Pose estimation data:
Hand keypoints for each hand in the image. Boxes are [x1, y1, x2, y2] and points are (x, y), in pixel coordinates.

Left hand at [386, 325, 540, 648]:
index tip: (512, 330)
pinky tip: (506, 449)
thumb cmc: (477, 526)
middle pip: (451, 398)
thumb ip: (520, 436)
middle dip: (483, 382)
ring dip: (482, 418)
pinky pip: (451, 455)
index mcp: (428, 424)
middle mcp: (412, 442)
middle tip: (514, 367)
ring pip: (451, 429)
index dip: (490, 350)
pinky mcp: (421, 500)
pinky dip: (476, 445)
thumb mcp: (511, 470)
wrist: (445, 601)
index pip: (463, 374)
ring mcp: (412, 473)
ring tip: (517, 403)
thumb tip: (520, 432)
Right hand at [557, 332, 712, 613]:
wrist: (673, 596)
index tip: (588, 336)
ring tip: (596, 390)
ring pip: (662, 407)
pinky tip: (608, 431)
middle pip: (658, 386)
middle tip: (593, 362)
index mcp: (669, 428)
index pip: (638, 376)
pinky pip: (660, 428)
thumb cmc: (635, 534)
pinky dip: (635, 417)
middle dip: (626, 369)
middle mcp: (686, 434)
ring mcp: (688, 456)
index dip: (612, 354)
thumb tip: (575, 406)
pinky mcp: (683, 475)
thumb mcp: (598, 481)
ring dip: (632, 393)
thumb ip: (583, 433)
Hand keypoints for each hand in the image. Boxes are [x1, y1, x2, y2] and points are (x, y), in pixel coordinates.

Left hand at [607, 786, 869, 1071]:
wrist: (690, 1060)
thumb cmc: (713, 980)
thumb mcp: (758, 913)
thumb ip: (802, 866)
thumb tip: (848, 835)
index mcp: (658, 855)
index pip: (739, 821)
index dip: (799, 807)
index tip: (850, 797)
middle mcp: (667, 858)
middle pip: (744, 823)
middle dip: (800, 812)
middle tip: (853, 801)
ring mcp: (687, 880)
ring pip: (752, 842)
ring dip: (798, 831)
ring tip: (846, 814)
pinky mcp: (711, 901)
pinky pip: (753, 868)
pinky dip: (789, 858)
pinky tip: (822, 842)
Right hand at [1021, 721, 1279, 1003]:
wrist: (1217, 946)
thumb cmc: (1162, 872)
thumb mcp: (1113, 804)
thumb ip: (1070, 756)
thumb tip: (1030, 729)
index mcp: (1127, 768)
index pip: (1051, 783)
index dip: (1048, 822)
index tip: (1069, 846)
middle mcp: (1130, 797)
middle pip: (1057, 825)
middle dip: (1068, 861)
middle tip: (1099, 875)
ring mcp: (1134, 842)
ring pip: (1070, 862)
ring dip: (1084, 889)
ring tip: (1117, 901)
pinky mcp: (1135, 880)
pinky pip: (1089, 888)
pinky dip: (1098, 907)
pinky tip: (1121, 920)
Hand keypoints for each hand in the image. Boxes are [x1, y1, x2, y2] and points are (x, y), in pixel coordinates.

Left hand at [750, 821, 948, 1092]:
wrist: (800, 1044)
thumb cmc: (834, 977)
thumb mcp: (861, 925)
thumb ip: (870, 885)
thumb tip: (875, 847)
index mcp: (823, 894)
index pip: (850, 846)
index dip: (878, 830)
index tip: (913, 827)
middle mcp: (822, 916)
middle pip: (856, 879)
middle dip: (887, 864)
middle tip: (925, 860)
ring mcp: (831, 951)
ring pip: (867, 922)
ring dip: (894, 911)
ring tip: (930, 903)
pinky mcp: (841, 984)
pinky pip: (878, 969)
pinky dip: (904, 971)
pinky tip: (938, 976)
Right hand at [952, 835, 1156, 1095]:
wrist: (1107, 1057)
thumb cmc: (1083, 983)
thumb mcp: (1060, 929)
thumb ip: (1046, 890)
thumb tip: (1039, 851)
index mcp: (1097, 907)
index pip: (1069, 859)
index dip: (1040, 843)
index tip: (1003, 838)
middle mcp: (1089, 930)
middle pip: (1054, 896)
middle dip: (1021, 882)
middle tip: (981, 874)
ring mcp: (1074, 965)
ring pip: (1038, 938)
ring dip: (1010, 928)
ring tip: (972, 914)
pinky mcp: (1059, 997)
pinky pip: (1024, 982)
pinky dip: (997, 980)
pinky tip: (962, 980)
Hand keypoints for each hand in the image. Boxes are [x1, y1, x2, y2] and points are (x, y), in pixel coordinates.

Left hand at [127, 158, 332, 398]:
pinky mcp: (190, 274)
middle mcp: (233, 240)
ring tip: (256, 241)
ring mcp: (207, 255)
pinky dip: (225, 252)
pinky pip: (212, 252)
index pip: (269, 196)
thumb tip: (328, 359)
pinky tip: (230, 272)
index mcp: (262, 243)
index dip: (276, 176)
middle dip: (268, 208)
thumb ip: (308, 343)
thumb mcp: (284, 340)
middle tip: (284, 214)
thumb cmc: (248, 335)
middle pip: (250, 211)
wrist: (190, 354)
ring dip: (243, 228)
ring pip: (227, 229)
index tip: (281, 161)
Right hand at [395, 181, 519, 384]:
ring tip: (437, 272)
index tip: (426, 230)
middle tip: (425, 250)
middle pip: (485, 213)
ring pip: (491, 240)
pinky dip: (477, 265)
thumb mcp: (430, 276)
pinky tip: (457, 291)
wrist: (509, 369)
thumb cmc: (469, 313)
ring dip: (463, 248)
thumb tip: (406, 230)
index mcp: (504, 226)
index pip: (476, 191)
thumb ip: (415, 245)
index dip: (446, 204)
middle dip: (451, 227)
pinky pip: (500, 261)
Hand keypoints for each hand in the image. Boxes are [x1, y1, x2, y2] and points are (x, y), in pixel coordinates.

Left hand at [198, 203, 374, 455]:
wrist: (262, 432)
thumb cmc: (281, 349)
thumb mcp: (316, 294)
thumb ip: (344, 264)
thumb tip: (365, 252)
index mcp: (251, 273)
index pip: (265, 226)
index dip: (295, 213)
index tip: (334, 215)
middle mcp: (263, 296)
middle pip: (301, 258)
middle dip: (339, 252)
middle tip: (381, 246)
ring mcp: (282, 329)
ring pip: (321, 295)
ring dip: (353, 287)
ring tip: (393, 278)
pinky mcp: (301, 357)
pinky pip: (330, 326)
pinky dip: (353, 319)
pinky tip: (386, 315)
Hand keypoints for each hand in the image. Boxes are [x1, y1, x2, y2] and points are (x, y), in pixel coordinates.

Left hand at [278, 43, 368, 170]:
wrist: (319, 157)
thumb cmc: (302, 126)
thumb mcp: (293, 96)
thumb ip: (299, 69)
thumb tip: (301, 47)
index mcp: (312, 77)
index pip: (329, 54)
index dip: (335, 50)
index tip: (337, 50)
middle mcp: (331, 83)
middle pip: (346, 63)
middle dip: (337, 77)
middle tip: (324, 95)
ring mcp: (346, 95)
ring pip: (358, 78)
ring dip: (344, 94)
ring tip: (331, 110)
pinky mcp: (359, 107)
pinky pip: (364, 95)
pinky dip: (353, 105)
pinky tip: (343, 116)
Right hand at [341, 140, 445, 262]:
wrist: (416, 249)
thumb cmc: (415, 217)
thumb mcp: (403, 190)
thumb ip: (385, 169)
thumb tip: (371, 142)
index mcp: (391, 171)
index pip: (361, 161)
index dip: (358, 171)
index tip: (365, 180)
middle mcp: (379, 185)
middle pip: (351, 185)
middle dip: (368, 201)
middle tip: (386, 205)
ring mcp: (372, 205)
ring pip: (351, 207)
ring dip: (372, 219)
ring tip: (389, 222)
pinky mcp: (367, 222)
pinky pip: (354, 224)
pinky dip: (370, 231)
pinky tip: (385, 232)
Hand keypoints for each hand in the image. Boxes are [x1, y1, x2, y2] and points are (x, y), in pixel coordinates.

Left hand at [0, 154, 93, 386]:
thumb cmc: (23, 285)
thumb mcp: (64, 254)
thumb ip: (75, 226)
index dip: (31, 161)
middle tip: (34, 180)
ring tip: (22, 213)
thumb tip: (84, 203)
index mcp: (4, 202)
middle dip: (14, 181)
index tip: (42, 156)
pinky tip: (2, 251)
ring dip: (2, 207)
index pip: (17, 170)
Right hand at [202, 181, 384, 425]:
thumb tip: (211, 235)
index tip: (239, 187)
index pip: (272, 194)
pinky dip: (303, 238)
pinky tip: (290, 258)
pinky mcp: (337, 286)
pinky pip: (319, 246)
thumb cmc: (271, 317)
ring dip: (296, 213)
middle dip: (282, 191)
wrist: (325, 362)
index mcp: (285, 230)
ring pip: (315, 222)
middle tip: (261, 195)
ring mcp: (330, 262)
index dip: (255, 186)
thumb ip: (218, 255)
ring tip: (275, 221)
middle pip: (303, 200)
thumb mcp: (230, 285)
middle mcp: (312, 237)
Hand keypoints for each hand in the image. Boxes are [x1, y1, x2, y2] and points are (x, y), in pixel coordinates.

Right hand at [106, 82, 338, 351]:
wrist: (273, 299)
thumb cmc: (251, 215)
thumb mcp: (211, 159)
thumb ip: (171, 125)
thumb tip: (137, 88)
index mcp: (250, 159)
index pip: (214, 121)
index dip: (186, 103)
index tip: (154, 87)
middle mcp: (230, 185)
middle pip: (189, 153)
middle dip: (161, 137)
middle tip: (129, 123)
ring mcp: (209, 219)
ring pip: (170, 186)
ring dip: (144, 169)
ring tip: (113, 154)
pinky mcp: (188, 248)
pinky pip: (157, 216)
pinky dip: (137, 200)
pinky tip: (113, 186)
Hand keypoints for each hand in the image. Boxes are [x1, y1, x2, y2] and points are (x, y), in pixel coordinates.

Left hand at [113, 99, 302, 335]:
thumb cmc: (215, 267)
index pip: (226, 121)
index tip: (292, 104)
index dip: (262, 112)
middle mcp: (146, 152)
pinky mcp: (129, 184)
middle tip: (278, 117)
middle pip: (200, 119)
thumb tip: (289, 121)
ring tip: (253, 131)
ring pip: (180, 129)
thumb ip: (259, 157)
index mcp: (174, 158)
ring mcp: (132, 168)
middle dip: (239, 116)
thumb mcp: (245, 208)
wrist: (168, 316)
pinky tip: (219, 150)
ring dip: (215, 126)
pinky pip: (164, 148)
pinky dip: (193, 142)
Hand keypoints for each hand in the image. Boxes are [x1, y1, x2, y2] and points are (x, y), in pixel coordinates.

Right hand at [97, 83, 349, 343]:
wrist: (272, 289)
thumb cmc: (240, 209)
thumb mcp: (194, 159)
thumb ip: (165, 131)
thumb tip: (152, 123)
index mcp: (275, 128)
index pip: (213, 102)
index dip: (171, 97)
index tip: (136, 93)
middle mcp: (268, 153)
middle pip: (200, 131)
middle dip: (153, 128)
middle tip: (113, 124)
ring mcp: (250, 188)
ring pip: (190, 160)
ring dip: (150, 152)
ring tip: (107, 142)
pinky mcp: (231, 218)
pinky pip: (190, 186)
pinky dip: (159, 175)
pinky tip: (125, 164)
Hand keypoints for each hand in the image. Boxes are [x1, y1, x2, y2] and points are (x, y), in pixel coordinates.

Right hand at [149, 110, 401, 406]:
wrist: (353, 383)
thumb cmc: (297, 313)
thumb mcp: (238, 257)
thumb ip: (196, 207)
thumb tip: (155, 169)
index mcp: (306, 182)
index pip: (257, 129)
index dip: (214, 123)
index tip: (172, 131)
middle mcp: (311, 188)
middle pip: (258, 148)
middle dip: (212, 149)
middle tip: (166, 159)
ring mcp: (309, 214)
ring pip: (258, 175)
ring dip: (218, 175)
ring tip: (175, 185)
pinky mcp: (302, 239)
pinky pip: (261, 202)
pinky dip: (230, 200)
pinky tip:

▶ INSTRUCTIONS FOR THE TASK
Only one stretch of the entries above is wanted: the lines from the one containing "index pip: (476, 191)" through the one containing "ring tip: (393, 278)". Please reproduce it exactly.

▶ ANSWER TO THIS TASK
index pip: (476, 191)
thumb ip: (415, 245)
index dip: (446, 204)
middle dip: (451, 227)
pinky pip: (500, 261)
Hand keypoints for each hand in the image. Boxes are [x1, y1, x2, y2] and points are (x, y), in pixel coordinates.

Left hand at [198, 203, 374, 455]:
wrist: (262, 432)
thumb cmc: (281, 349)
thumb mcp: (316, 294)
thumb ip: (344, 264)
thumb tip: (365, 252)
index mcp: (251, 273)
index pip: (265, 226)
index dip: (295, 213)
index tip: (334, 215)
middle mcp: (263, 296)
middle pip: (301, 258)
middle dip: (339, 252)
middle tip: (381, 246)
ring mcp: (282, 329)
ring pip: (321, 295)
ring dip: (353, 287)
ring tip: (393, 278)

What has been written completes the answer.